OK, been there, done that and have the soiled laundry to prove it! The addition of the Hellwig rear sway bar did make a significant improvement with that issue, but the cure was new rear heavier duty springs.
If the brake job was on the EX then that won't change the downhill into a curve death defying act any, that is the trailer having it's way with your squishy rear springs. Do you have your weights from the CAT scales handy? How does your front axle weight when loaded compare to the unhitched front weight? I'm just wondering if you are getting enough weight transfer back onto the frontend with the WD setup as it currently is.
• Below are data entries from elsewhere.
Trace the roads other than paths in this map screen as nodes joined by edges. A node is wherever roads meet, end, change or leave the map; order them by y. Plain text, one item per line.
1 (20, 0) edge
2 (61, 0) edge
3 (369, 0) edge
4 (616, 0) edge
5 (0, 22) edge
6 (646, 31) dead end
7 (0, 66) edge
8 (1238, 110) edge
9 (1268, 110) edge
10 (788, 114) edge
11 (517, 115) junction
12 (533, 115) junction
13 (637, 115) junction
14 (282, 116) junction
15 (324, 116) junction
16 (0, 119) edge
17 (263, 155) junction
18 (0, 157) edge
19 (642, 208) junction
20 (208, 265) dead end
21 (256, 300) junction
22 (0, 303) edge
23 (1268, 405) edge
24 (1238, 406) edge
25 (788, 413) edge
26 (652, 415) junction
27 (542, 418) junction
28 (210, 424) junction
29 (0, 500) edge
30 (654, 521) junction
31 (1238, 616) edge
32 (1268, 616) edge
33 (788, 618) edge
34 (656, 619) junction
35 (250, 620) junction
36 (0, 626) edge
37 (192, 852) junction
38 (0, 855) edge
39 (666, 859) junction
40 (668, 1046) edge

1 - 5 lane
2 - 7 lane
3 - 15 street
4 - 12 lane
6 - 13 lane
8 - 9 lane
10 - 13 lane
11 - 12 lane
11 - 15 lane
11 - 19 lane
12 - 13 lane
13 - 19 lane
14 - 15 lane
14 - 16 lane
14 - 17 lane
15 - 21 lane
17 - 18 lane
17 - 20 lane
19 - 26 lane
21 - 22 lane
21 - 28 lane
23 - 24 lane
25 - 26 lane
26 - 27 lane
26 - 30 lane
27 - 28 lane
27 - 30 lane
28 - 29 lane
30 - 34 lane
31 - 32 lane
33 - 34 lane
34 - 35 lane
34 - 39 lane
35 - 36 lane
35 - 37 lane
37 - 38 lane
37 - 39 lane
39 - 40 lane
I completely understand your (lack of) comfort level currently while towing. It was mainly the advice and help from forum members here that guided me in my build to get my EX to where it is now as a great towing rig. It can be done with some research and work (and a few parts too!).
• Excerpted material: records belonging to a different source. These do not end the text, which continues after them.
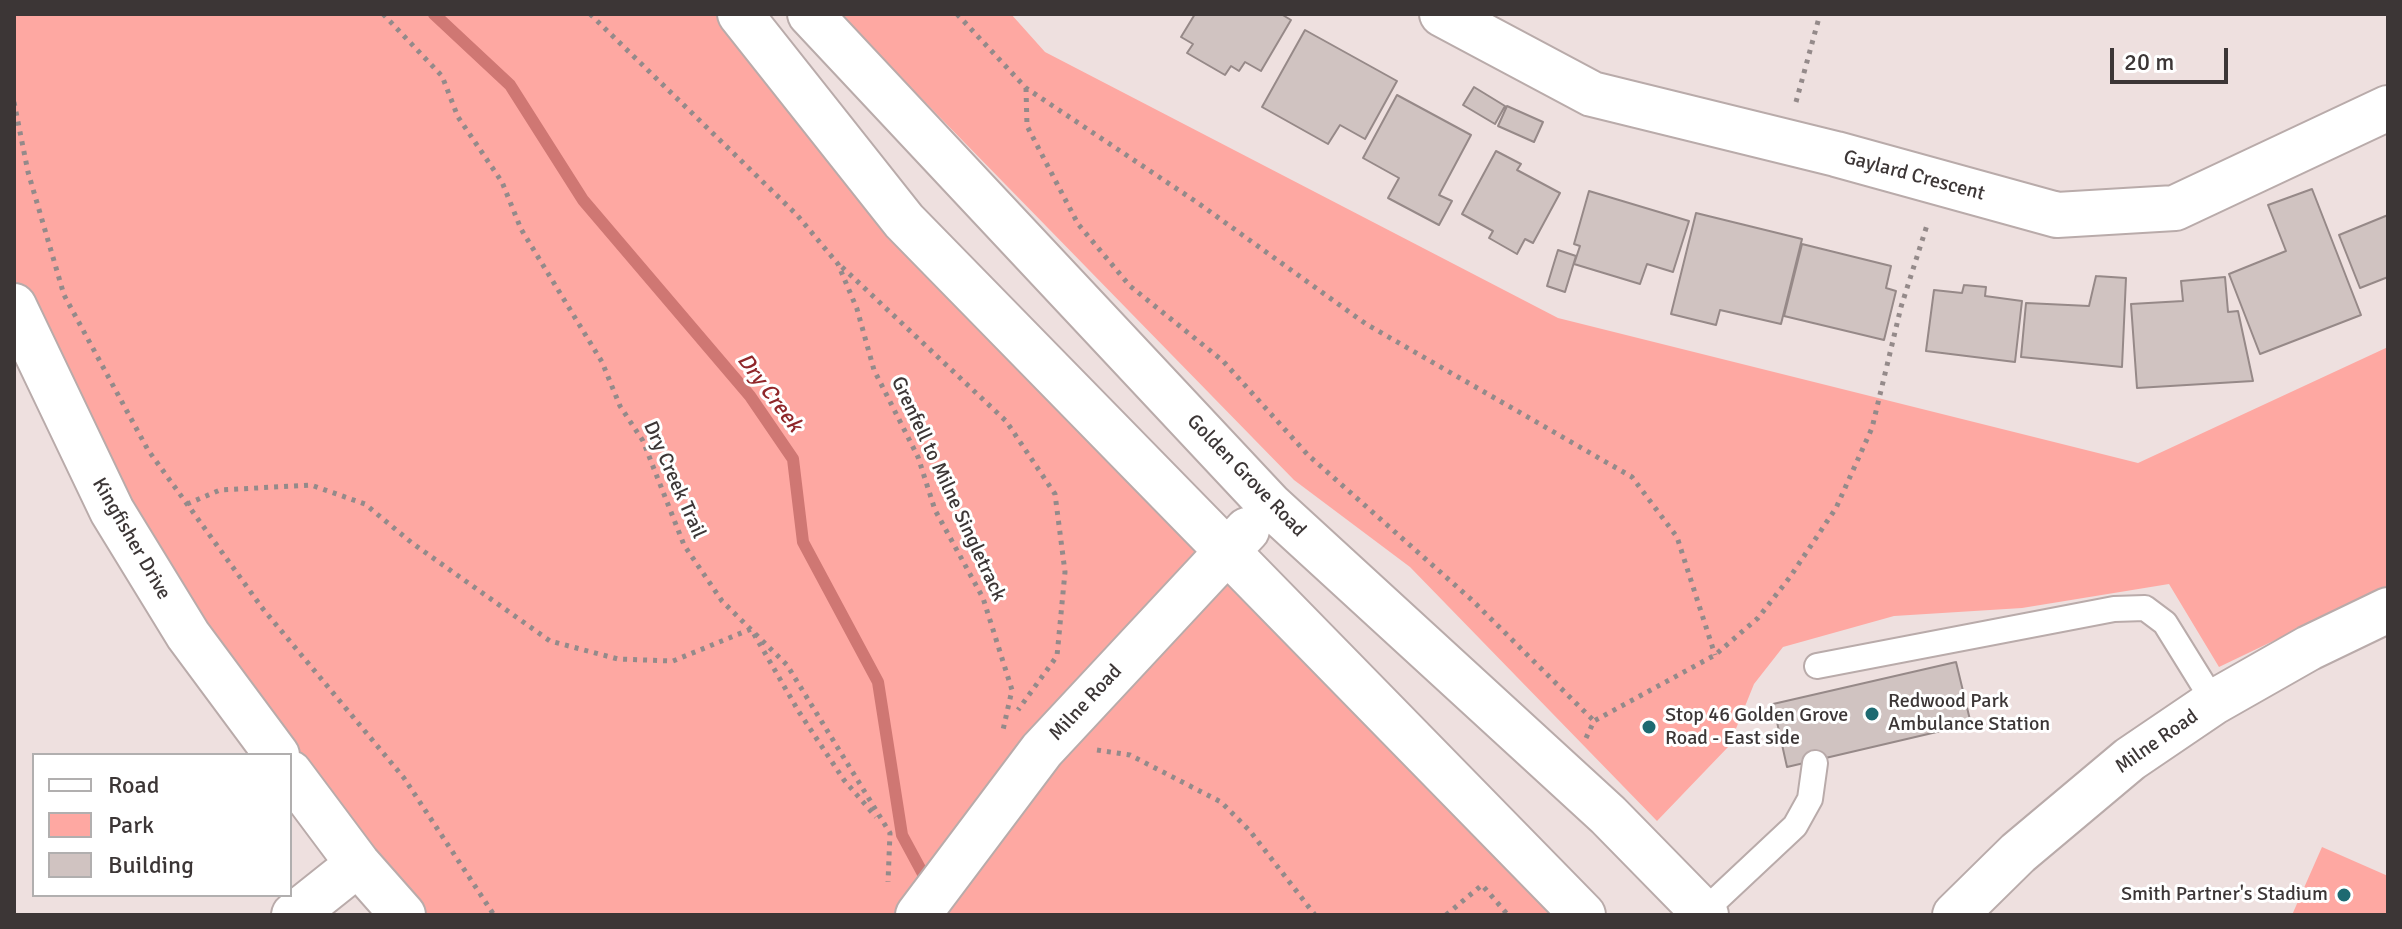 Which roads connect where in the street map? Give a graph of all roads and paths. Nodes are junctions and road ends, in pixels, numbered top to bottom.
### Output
1 (383, 14) edge
2 (590, 14) edge
3 (740, 14) edge
4 (810, 14) edge
5 (957, 14) edge
6 (1442, 14) edge
7 (1820, 14) edge
8 (1026, 88) junction
9 (14, 102) edge
10 (2388, 108) edge
11 (1785, 141) junction
12 (1940, 183) junction
13 (838, 264) junction
14 (14, 306) edge
15 (187, 504) junction
16 (1270, 505) junction
17 (1228, 549) junction
18 (2388, 610) edge
19 (751, 629) junction
20 (1715, 655) junction
21 (1817, 666) dead end
22 (2214, 702) junction
23 (1594, 721) junction
24 (1003, 730) junction
25 (1051, 740) junction
26 (996, 743) dead end
27 (276, 753) edge
28 (1815, 763) dead end
29 (292, 776) edge
30 (1567, 778) junction
31 (890, 833) junction
32 (358, 864) junction
33 (901, 903) edge
34 (1703, 914) edge
35 (294, 915) edge
36 (403, 915) edge
37 (494, 915) edge
38 (1315, 915) edge
39 (1446, 915) edge
40 (1508, 915) edge
41 (1583, 915) edge
42 (1955, 915) edge

1 - 19 path, Dry Creek Trail
2 - 13 path, Grenfell to Milne Singletrack
3 - 17 main road
4 - 16 main road, Golden Grove Road
5 - 8 path
6 - 11 main road, Gaylard Crescent
7 - 11 path
8 - 20 path
8 - 23 path
9 - 15 path
10 - 12 main road, Gaylard Crescent
11 - 12 main road, Gaylard Crescent
12 - 20 path
13 - 24 path, Grenfell to Milne Singletrack
13 - 24 path, Grenfell to Milne Singletrack
14 - 27 main road, Kingfisher Drive
15 - 19 path
15 - 37 path
16 - 17 main road, Milne Road
16 - 30 main road, Golden Grove Road
17 - 25 main road, Milne Road
17 - 41 main road
18 - 22 main road, Milne Road
19 - 31 path
19 - 31 path, Dry Creek Trail
20 - 23 path
21 - 22 lane
22 - 42 main road, Milne Road
23 - 30 path
24 - 26 path, Grenfell to Milne Singletrack
25 - 33 main road, Milne Road
25 - 38 path
28 - 34 lane
29 - 32 main road
30 - 34 main road, Golden Grove Road
31 - 33 path
32 - 35 main road
32 - 36 main road
39 - 40 path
I went with the Hellwig bar because I knew I would be also doing a rear spring swap eventually. The rear sway bar does a great job at what it's designed to do, provide counter-force to the lifting side of the suspension in a turn, but that is all. RAS on the other hand will also perform some degree of the same sort of extra anti-roll work and it also adds some extra spring capacity to the stock setup. It sounds like in your situation you may benefit in a heavier rear spring, whether it be from RAS or B or C codes. With your TT weighing only 6000lbs I would think even the stock wimpy EX springs should be able to handle the job, but obviously they are having some problems with it. My stock springs would not play well with my 9500lbs TH but after going to B codes they were fine and even now with our new TT at 11k lbs and 41' they work very well. But there are so many variables at play here, look at 1 EXcursion Camper, he still has his stock springs and pulls 9200lbs without issues. I'm sure that we, collectively can get you sorted out better than you are now, keep the info coming.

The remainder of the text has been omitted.